#### Data excerpts
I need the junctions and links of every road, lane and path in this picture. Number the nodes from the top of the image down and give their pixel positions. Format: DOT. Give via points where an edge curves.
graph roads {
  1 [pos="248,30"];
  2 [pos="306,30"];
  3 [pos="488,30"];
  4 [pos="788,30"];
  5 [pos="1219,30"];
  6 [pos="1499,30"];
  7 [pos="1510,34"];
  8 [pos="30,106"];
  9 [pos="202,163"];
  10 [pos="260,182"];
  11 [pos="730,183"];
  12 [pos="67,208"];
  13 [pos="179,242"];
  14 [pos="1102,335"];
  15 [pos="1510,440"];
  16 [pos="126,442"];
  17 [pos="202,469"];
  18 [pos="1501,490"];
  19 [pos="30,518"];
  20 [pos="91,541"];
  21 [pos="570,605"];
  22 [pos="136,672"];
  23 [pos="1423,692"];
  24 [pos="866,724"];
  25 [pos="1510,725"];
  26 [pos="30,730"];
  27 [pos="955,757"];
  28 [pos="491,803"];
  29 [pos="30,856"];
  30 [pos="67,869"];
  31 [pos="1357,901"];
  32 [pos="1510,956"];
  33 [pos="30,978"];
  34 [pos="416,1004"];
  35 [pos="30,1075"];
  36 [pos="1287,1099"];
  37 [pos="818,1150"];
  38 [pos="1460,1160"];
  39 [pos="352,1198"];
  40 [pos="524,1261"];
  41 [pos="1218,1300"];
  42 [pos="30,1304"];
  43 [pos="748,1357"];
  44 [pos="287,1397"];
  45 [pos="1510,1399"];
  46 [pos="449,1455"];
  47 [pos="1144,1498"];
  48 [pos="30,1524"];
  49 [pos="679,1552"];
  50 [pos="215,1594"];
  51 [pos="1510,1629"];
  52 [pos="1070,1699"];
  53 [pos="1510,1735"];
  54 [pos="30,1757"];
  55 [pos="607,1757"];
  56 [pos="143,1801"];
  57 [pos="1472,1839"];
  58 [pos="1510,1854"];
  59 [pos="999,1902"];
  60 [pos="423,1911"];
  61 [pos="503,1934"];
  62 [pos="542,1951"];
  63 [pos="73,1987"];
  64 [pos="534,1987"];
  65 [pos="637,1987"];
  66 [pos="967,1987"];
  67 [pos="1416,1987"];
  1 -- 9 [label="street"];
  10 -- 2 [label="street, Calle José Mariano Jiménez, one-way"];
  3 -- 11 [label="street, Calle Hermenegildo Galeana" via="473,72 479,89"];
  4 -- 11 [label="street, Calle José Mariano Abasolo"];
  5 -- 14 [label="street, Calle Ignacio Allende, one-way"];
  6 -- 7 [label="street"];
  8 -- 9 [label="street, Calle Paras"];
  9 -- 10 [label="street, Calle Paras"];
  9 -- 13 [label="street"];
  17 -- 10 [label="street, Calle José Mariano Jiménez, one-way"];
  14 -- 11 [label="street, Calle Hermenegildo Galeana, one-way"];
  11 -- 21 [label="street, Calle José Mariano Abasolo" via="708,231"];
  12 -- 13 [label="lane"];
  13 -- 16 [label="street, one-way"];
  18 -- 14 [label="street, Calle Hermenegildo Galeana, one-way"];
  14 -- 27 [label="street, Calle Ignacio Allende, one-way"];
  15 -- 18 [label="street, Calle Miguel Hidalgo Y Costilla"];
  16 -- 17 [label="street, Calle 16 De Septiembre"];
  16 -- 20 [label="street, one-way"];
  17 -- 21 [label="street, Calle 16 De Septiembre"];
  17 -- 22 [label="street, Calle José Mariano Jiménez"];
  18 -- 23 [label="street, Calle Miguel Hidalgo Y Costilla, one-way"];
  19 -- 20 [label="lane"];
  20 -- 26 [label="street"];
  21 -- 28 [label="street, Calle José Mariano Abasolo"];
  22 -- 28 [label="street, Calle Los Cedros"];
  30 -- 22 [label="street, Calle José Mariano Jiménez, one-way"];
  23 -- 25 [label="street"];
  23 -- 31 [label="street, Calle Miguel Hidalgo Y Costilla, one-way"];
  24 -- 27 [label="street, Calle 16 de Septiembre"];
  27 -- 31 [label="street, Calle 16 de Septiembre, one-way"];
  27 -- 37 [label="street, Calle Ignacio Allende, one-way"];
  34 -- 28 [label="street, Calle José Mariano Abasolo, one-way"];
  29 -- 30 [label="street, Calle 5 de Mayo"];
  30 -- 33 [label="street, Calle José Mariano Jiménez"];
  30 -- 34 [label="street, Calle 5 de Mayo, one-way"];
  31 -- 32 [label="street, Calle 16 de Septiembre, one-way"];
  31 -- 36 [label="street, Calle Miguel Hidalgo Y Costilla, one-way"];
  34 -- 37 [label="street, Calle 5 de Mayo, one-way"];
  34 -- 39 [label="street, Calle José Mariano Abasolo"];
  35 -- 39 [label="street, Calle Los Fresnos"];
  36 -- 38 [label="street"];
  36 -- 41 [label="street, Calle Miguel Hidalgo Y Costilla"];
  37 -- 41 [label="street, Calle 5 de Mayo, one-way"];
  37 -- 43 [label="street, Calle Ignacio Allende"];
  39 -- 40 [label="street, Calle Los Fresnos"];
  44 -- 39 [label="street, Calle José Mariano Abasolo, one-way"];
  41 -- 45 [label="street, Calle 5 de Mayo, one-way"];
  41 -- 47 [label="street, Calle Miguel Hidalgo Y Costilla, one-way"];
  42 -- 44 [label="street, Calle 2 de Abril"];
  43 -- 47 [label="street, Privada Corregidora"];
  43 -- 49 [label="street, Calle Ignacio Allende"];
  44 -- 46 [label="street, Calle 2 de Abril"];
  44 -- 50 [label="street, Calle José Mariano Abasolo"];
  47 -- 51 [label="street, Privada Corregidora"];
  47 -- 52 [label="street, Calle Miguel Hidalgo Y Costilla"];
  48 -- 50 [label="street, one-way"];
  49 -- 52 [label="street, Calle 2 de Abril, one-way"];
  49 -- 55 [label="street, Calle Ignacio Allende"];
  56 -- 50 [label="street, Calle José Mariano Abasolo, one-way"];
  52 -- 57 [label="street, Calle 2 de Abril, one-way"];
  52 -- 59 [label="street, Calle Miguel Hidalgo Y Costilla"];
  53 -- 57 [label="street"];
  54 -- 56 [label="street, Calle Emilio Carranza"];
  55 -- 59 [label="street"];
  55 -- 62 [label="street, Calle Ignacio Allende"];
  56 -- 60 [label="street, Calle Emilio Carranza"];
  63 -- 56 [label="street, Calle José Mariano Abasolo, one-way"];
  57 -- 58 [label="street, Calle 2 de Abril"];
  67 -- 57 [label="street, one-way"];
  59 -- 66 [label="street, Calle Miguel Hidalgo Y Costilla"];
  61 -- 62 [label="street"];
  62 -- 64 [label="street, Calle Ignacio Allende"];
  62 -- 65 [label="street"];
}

#### Problem to work on
All of the material must be given again without any change.

#### Result
I need the junctions and links of every road, lane and path in this picture. Number the nodes from the top of the image down and give their pixel positions. Format: DOT. Give via points where an edge curves.
graph roads {
  1 [pos="248,30"];
  2 [pos="306,30"];
  3 [pos="488,30"];
  4 [pos="788,30"];
  5 [pos="1219,30"];
  6 [pos="1499,30"];
  7 [pos="1510,34"];
  8 [pos="30,106"];
  9 [pos="202,163"];
  10 [pos="260,182"];
  11 [pos="730,183"];
  12 [pos="67,208"];
  13 [pos="179,242"];
  14 [pos="1102,335"];
  15 [pos="1510,440"];
  16 [pos="126,442"];
  17 [pos="202,469"];
  18 [pos="1501,490"];
  19 [pos="30,518"];
  20 [pos="91,541"];
  21 [pos="570,605"];
  22 [pos="136,672"];
  23 [pos="1423,692"];
  24 [pos="866,724"];
  25 [pos="1510,725"];
  26 [pos="30,730"];
  27 [pos="955,757"];
  28 [pos="491,803"];
  29 [pos="30,856"];
  30 [pos="67,869"];
  31 [pos="1357,901"];
  32 [pos="1510,956"];
  33 [pos="30,978"];
  34 [pos="416,1004"];
  35 [pos="30,1075"];
  36 [pos="1287,1099"];
  37 [pos="818,1150"];
  38 [pos="1460,1160"];
  39 [pos="352,1198"];
  40 [pos="524,1261"];
  41 [pos="1218,1300"];
  42 [pos="30,1304"];
  43 [pos="748,1357"];
  44 [pos="287,1397"];
  45 [pos="1510,1399"];
  46 [pos="449,1455"];
  47 [pos="1144,1498"];
  48 [pos="30,1524"];
  49 [pos="679,1552"];
  50 [pos="215,1594"];
  51 [pos="1510,1629"];
  52 [pos="1070,1699"];
  53 [pos="1510,1735"];
  54 [pos="30,1757"];
  55 [pos="607,1757"];
  56 [pos="143,1801"];
  57 [pos="1472,1839"];
  58 [pos="1510,1854"];
  59 [pos="999,1902"];
  60 [pos="423,1911"];
  61 [pos="503,1934"];
  62 [pos="542,1951"];
  63 [pos="73,1987"];
  64 [pos="534,1987"];
  65 [pos="637,1987"];
  66 [pos="967,1987"];
  67 [pos="1416,1987"];
  1 -- 9 [label="street"];
  10 -- 2 [label="street, Calle José Mariano Jiménez, one-way"];
  3 -- 11 [label="street, Calle Hermenegildo Galeana" via="473,72 479,89"];
  4 -- 11 [label="street, Calle José Mariano Abasolo"];
  5 -- 14 [label="street, Calle Ignacio Allende, one-way"];
  6 -- 7 [label="street"];
  8 -- 9 [label="street, Calle Paras"];
  9 -- 10 [label="street, Calle Paras"];
  9 -- 13 [label="street"];
  17 -- 10 [label="street, Calle José Mariano Jiménez, one-way"];
  14 -- 11 [label="street, Calle Hermenegildo Galeana, one-way"];
  11 -- 21 [label="street, Calle José Mariano Abasolo" via="708,231"];
  12 -- 13 [label="lane"];
  13 -- 16 [label="street, one-way"];
  18 -- 14 [label="street, Calle Hermenegildo Galeana, one-way"];
  14 -- 27 [label="street, Calle Ignacio Allende, one-way"];
  15 -- 18 [label="street, Calle Miguel Hidalgo Y Costilla"];
  16 -- 17 [label="street, Calle 16 De Septiembre"];
  16 -- 20 [label="street, one-way"];
  17 -- 21 [label="street, Calle 16 De Septiembre"];
  17 -- 22 [label="street, Calle José Mariano Jiménez"];
  18 -- 23 [label="street, Calle Miguel Hidalgo Y Costilla, one-way"];
  19 -- 20 [label="lane"];
  20 -- 26 [label="street"];
  21 -- 28 [label="street, Calle José Mariano Abasolo"];
  22 -- 28 [label="street, Calle Los Cedros"];
  30 -- 22 [label="street, Calle José Mariano Jiménez, one-way"];
  23 -- 25 [label="street"];
  23 -- 31 [label="street, Calle Miguel Hidalgo Y Costilla, one-way"];
  24 -- 27 [label="street, Calle 16 de Septiembre"];
  27 -- 31 [label="street, Calle 16 de Septiembre, one-way"];
  27 -- 37 [label="street, Calle Ignacio Allende, one-way"];
  34 -- 28 [label="street, Calle José Mariano Abasolo, one-way"];
  29 -- 30 [label="street, Calle 5 de Mayo"];
  30 -- 33 [label="street, Calle José Mariano Jiménez"];
  30 -- 34 [label="street, Calle 5 de Mayo, one-way"];
  31 -- 32 [label="street, Calle 16 de Septiembre, one-way"];
  31 -- 36 [label="street, Calle Miguel Hidalgo Y Costilla, one-way"];
  34 -- 37 [label="street, Calle 5 de Mayo, one-way"];
  34 -- 39 [label="street, Calle José Mariano Abasolo"];
  35 -- 39 [label="street, Calle Los Fresnos"];
  36 -- 38 [label="street"];
  36 -- 41 [label="street, Calle Miguel Hidalgo Y Costilla"];
  37 -- 41 [label="street, Calle 5 de Mayo, one-way"];
  37 -- 43 [label="street, Calle Ignacio Allende"];
  39 -- 40 [label="street, Calle Los Fresnos"];
  44 -- 39 [label="street, Calle José Mariano Abasolo, one-way"];
  41 -- 45 [label="street, Calle 5 de Mayo, one-way"];
  41 -- 47 [label="street, Calle Miguel Hidalgo Y Costilla, one-way"];
  42 -- 44 [label="street, Calle 2 de Abril"];
  43 -- 47 [label="street, Privada Corregidora"];
  43 -- 49 [label="street, Calle Ignacio Allende"];
  44 -- 46 [label="street, Calle 2 de Abril"];
  44 -- 50 [label="street, Calle José Mariano Abasolo"];
  47 -- 51 [label="street, Privada Corregidora"];
  47 -- 52 [label="street, Calle Miguel Hidalgo Y Costilla"];
  48 -- 50 [label="street, one-way"];
  49 -- 52 [label="street, Calle 2 de Abril, one-way"];
  49 -- 55 [label="street, Calle Ignacio Allende"];
  56 -- 50 [label="street, Calle José Mariano Abasolo, one-way"];
  52 -- 57 [label="street, Calle 2 de Abril, one-way"];
  52 -- 59 [label="street, Calle Miguel Hidalgo Y Costilla"];
  53 -- 57 [label="street"];
  54 -- 56 [label="street, Calle Emilio Carranza"];
  55 -- 59 [label="street"];
  55 -- 62 [label="street, Calle Ignacio Allende"];
  56 -- 60 [label="street, Calle Emilio Carranza"];
  63 -- 56 [label="street, Calle José Mariano Abasolo, one-way"];
  57 -- 58 [label="street, Calle 2 de Abril"];
  67 -- 57 [label="street, one-way"];
  59 -- 66 [label="street, Calle Miguel Hidalgo Y Costilla"];
  61 -- 62 [label="street"];
  62 -- 64 [label="street, Calle Ignacio Allende"];
  62 -- 65 [label="street"];
}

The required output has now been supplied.